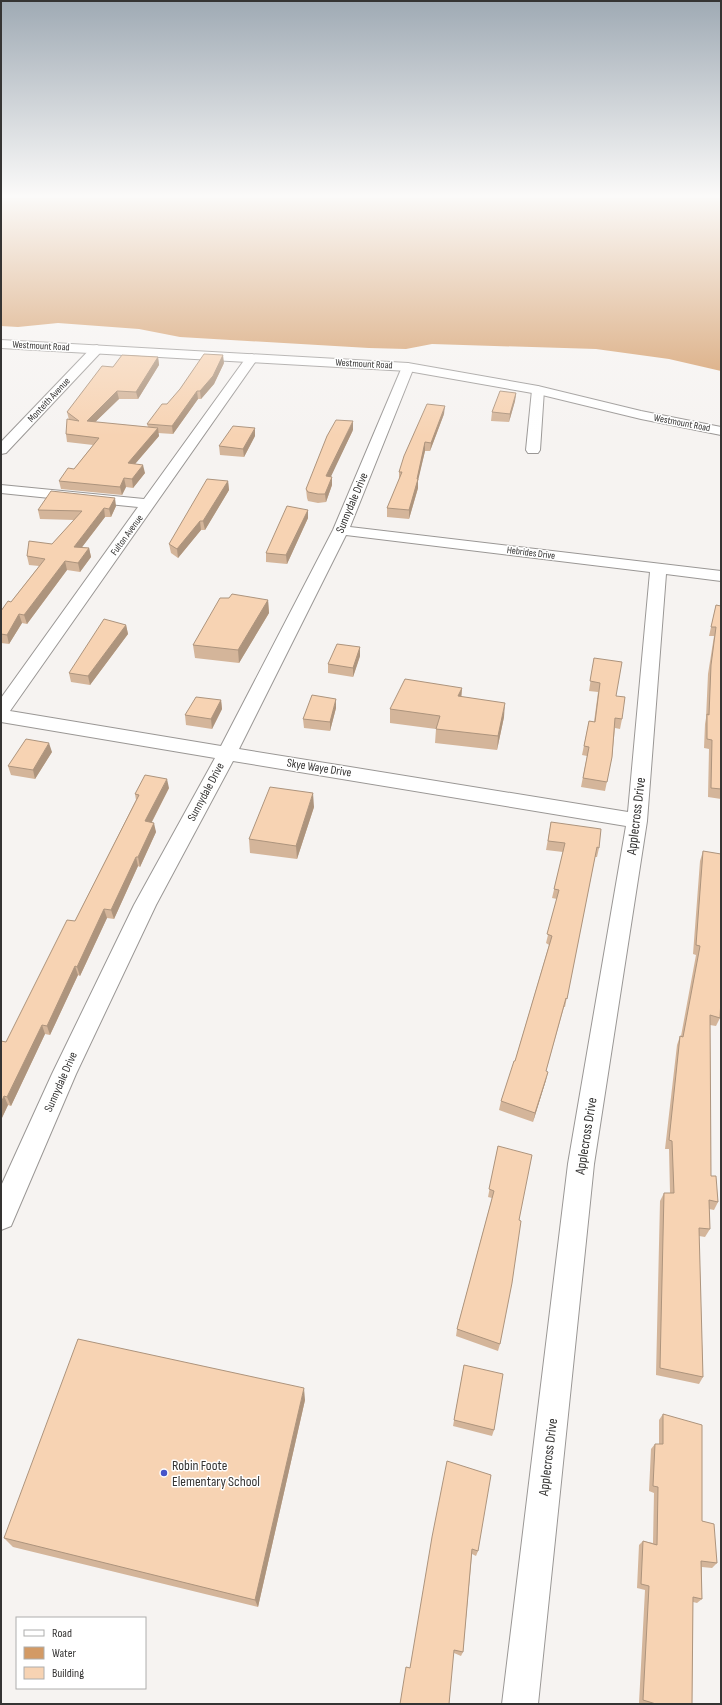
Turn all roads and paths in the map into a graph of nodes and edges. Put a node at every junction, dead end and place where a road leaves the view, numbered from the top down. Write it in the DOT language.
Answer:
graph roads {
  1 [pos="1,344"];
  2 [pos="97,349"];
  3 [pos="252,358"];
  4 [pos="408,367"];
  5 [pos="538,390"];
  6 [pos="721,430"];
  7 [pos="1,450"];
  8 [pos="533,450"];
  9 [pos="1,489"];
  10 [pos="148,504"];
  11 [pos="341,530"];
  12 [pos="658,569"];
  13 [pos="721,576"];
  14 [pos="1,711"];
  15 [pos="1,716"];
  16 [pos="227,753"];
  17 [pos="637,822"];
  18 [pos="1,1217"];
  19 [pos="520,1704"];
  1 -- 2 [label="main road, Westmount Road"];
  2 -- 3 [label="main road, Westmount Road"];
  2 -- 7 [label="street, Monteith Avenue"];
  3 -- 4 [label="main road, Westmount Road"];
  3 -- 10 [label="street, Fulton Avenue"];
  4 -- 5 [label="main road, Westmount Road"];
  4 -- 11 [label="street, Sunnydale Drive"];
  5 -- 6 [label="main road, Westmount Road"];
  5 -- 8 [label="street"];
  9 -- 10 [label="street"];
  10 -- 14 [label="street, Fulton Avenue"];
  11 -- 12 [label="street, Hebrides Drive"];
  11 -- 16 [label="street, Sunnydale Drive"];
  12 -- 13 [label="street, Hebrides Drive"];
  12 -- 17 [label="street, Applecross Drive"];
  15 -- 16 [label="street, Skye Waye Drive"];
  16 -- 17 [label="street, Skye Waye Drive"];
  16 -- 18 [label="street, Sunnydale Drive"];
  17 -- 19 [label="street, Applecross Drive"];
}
◇ ◇ ◇ ◇ ◇
How to complete this task: A single figure is required: the number of lines in the entries above that include the word "Drive".

Written solution: 9